I’m happy to overlook some of these things—it’s a first preview of a complex show, after all!—but there are other, more worrying problems that I don’t see how they can fix. A disadvantage of retaining the novel’s structure is that it relegates the real Cynthia into the background of many scenes. Stoker’s narrators are often not at the center of the story and in some cases are tertiary non-participants entirely, most apparently when Cynthia takes on the role of Dr. Jack Seward. This is a fine device on the page, but terribly dull on stage. Several sequences, especially in the middle third of the show, amount to real Cynthia crouching off to the side and nodding along while four digital Cynthias have lengthy expository conversations or, worse, actually carry out some intense action. Real Cynthia never steps into the role of Abraham Van Helsing and only briefly appears as Dracula himself.

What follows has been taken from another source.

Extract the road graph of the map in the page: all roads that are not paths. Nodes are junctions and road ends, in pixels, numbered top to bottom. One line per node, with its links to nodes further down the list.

I would be remiss if I didn’t note that some of the imagery is genuinely pretty cool. A key feather in Kip’s “cine-theatre” cap is that it very easily facilitates an effect of the vampires neither appearing in mirrors nor casting shadows. (A minor, inconvenient detail is that the other, non-vampire characters also don’t cast shadows. I suggest you ignore this.) A climactic battle in the snow features Cynthia bouncing from voice to voice, infusing the scene with urgency and a swirling disorientation. Other scenes are a bit marred by some silly costuming—Cynthia, famously self-serious, distinct in appearance, of cultivated fashion sense, especially looks a fair bit silly in Van Helsing’s stark white long hair and full beard. Some sophisticated interactions between characters look like bad green-screening. Is it camp? Is she the right casting for camp?

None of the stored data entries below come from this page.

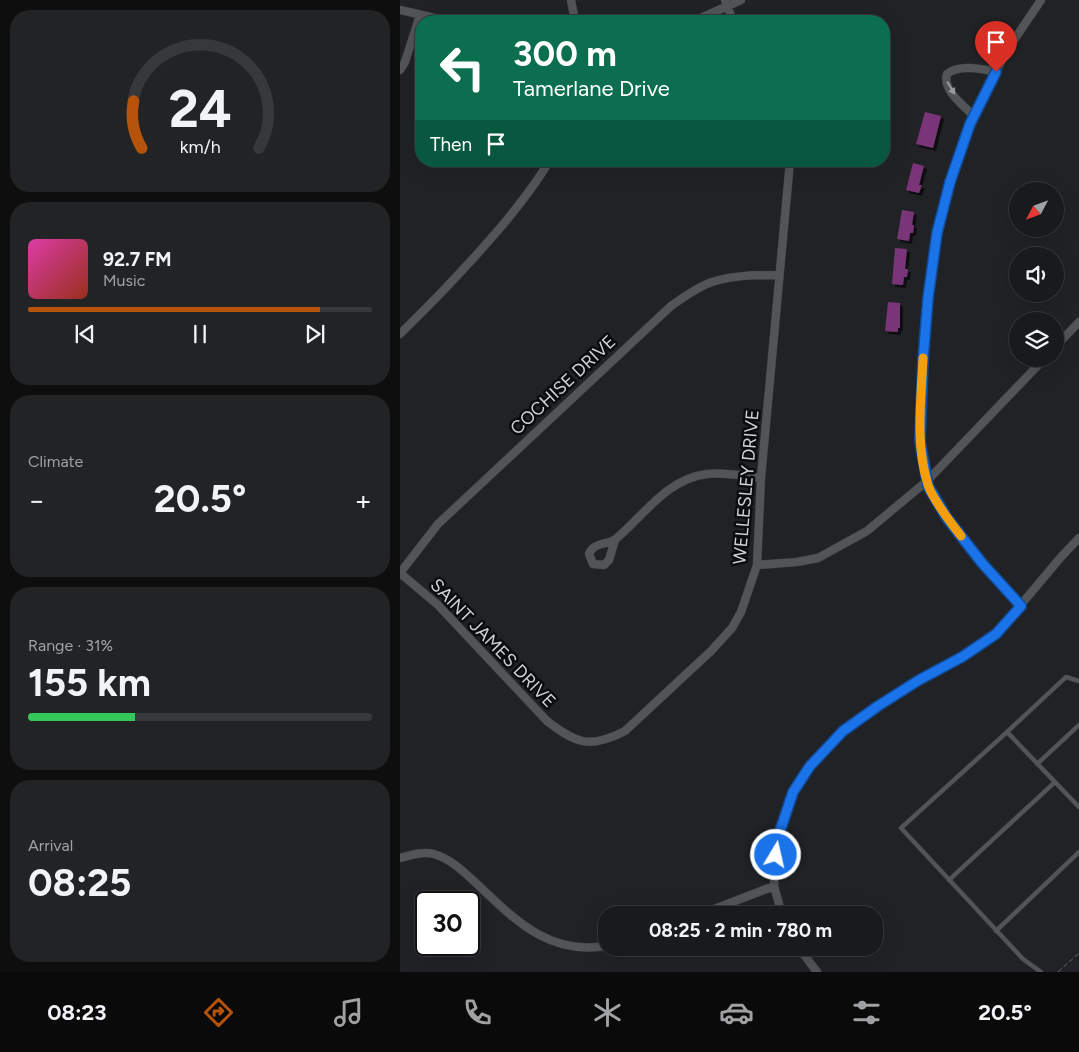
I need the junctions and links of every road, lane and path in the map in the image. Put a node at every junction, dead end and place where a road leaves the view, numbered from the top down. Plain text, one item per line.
1 (571, 0) edge
2 (741, 0) edge
3 (1041, 0) edge
4 (726, 4) edge
5 (400, 10) edge
6 (420, 15) edge
7 (574, 15) edge
8 (705, 15) edge
9 (415, 31) edge
10 (400, 70) edge
11 (996, 72) junction
12 (974, 116) junction
13 (545, 167) edge
14 (789, 167) edge
15 (779, 275) junction
16 (1079, 322) edge
17 (400, 334) edge
18 (1064, 338) edge
19 (1036, 367) edge
20 (761, 478) junction
21 (927, 481) junction
22 (1079, 538) edge
23 (615, 540) dead end
24 (757, 565) junction
25 (400, 573) edge
26 (1021, 606) junction
27 (1079, 682) edge
28 (1079, 725) edge
29 (1007, 732) junction
30 (564, 734) joint
31 (1037, 764) junction
32 (1055, 782) junction
33 (1079, 807) edge
34 (1079, 852) edge
35 (400, 858) edge
36 (949, 880) junction
37 (774, 886) junction
38 (722, 906) edge
39 (780, 906) edge
40 (996, 931) junction
41 (598, 947) edge
42 (1079, 953) edge
43 (805, 956) edge
44 (817, 972) edge
45 (1041, 972) edge
46 (1058, 972) edge

1 - 7 street
2 - 4 street
3 - 11 street
4 - 8 street
5 - 6 street
9 - 10 street
11 - 12 street
11 -> 12 street
12 - 21 street
13 - 17 street
14 - 15 street, WELLESLEY DRIVE
15 - 20 street, WELLESLEY DRIVE
15 - 25 street, COCHISE DRIVE
16 - 18 street
19 - 21 street
20 - 23 street
20 - 24 street, WELLESLEY DRIVE
21 - 24 street
21 - 26 street
22 - 26 street
24 - 30 street, WELLESLEY DRIVE
25 - 30 street, SAINT JAMES DRIVE
26 - 37 street
27 - 29 lane
28 - 31 lane
29 - 31 lane
29 - 36 lane
31 - 32 lane
32 - 33 lane
32 - 36 lane
34 - 40 lane
35 - 41 street
36 - 40 lane
37 - 38 street
37 - 39 street
40 - 45 lane
42 - 46 path
43 - 44 street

The fundamental flaw with Dracula is that these decisions come at the expense of the story without a particularly good reason “why.” The raison d’être of Dorian Gray wasn’t its visual spectacle or the effectiveness of its storytelling; there, too, the single-actor gimmick compromised the intelligibility of the original text, but it was justified by an incisive critique of the superficial homogenization of society. Dracula doesn’t really have an equivalent thrust, which leaves it feeling like a Herculean stunt for the sake of creating some neat imagery. What’s wrong with a little spectacle? Nothing, really, but if that’s the reason we’re in the room, you had better be able to pull it off. Otherwise, you have nothing—and that’s not nitpicking, but meeting the show on its own terms. You decided to do the hard thing. I sincerely hope that they’re able to iron out the early-preview bumps, but I worry that the concept itself is flawed beyond repair.